1. Talk with clients

Previous clients hold the key to finding out whether an agent did a great job. Ask for a list of all the homes the agent has listed in the past year, along with the sellers' contact info. Make sure the list includes homes that were not sold but were taken off the market. Ask what was original price, what did the house actually sell for,  how long was it on the market, overall impression of the agent and his/her staff.

2. Look up licensing

Each state has a board that regulates real estate agents. You can search online to find out if agents are licensed and whether there have been disciplinary actions or complaints against them.
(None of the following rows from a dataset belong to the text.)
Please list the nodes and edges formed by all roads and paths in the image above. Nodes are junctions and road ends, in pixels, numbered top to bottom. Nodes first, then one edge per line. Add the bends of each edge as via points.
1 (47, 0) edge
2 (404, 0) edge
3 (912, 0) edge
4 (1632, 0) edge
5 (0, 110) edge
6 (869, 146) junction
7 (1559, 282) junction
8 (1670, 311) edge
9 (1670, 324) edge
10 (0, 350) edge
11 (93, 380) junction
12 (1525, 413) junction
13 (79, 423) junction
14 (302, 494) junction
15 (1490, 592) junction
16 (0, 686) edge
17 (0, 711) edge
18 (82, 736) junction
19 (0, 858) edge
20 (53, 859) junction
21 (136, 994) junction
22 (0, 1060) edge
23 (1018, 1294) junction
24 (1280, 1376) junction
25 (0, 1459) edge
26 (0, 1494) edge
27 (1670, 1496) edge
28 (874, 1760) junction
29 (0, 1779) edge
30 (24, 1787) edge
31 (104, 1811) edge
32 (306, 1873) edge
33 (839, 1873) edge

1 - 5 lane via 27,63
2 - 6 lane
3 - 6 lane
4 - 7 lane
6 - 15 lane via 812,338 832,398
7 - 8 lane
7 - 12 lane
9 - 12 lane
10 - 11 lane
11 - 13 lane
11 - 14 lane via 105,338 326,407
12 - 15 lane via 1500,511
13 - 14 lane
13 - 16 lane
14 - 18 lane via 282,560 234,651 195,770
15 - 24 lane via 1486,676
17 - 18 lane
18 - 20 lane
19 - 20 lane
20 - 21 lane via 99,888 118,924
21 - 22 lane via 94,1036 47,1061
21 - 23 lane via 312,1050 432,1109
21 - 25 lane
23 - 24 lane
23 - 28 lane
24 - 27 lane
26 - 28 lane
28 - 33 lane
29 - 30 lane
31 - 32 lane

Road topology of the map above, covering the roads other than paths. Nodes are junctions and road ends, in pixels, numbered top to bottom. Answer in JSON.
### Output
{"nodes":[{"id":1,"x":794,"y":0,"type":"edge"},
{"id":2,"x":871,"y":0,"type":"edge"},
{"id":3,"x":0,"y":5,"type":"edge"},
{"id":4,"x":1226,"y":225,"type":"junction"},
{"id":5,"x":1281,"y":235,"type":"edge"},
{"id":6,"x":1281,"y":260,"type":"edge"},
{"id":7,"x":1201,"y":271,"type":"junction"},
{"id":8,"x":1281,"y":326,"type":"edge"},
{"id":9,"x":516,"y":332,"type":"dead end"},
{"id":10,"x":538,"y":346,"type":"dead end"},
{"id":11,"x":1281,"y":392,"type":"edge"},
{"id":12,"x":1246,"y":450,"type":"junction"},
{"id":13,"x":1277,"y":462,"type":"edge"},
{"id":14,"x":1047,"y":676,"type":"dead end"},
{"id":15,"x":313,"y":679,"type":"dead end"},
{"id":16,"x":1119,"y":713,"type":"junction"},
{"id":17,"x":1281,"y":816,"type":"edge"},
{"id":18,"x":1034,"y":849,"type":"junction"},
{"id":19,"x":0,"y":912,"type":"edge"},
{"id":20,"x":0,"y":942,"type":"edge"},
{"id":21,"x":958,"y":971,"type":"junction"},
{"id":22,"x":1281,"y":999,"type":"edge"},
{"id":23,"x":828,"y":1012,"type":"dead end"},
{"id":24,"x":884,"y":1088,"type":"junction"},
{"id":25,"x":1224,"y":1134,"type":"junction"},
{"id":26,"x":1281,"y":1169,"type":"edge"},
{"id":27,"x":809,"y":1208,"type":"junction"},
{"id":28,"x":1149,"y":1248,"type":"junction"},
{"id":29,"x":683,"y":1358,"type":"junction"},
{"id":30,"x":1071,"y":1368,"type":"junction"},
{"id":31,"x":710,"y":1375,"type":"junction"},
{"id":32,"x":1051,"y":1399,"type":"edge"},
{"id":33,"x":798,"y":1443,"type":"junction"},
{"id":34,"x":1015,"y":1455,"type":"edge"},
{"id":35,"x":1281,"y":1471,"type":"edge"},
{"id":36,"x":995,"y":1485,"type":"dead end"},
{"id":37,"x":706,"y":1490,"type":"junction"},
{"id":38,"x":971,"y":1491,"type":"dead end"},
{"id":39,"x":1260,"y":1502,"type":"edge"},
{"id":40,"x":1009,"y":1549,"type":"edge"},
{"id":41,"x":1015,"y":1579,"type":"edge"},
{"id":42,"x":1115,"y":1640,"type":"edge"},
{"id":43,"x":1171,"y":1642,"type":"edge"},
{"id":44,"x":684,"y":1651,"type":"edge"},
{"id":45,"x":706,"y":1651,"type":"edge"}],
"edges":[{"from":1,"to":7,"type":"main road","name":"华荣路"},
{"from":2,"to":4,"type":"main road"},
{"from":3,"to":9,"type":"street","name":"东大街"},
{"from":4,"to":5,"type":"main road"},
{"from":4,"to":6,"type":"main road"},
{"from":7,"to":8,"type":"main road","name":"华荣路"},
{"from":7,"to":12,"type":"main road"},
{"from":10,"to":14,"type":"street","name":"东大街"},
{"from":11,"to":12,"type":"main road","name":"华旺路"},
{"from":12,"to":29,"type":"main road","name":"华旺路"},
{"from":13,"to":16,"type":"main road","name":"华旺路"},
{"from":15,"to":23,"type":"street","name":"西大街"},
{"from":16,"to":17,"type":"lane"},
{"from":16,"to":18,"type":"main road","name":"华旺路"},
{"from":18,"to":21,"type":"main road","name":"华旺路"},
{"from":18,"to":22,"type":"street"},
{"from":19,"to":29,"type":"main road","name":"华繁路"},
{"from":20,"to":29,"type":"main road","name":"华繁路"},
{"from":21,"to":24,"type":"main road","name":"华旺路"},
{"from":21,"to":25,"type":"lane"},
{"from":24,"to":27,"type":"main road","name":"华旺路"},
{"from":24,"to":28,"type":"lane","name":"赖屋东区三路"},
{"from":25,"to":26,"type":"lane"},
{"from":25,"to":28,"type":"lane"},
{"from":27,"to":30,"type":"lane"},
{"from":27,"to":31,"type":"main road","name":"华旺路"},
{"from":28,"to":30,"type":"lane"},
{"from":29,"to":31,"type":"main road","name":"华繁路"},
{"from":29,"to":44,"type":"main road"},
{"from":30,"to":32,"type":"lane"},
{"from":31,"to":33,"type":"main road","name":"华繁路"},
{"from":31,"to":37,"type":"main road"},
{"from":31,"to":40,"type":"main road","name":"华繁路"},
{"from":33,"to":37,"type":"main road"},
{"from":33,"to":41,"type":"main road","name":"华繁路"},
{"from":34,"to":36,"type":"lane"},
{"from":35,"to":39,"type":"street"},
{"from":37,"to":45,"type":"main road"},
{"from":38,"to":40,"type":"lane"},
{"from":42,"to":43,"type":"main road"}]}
*Finding out if your agent is licensed in a particular state is especially important in "border" areas. For instance, many agents in the Charlotte / Rock Hill area serve both North Carolina and South Carolina, which means they can list and show you homes in either location. However, there are a fair amount of agents who choose to be licensed in only one state.

3. Look for the initials

A real estate agent takes a general course to become licensed. But the best agents go even further -- they will get additional training, plus specialize in certain kinds of real estate sales.

  • LS (Listing Specialist): Completed additional education in representing sellers in a transaction.
  • GRI (Graduate, Real Estate Institute): Completed an extensive study of professional services
  • CNE (Certified Negotiation Expert): Completed course in proactively and successfully negotiating sales
  • CRS (Certified Residential Specialist): Completed additional training in handling residential real estate.
  • E-Pro: Completed additional training in advanced real estate technology
  • SSS/SFR (Short Sale/Short Sale and Foreclosure): Completed course in policies, procedures and forms designed to streamline the short sale and foreclosure process.
  • SRES (Seniors Real Estate Specialist): Completed training aimed at helping buyers and sellers in the 50-plus age range.

Hope this helps! Good luck!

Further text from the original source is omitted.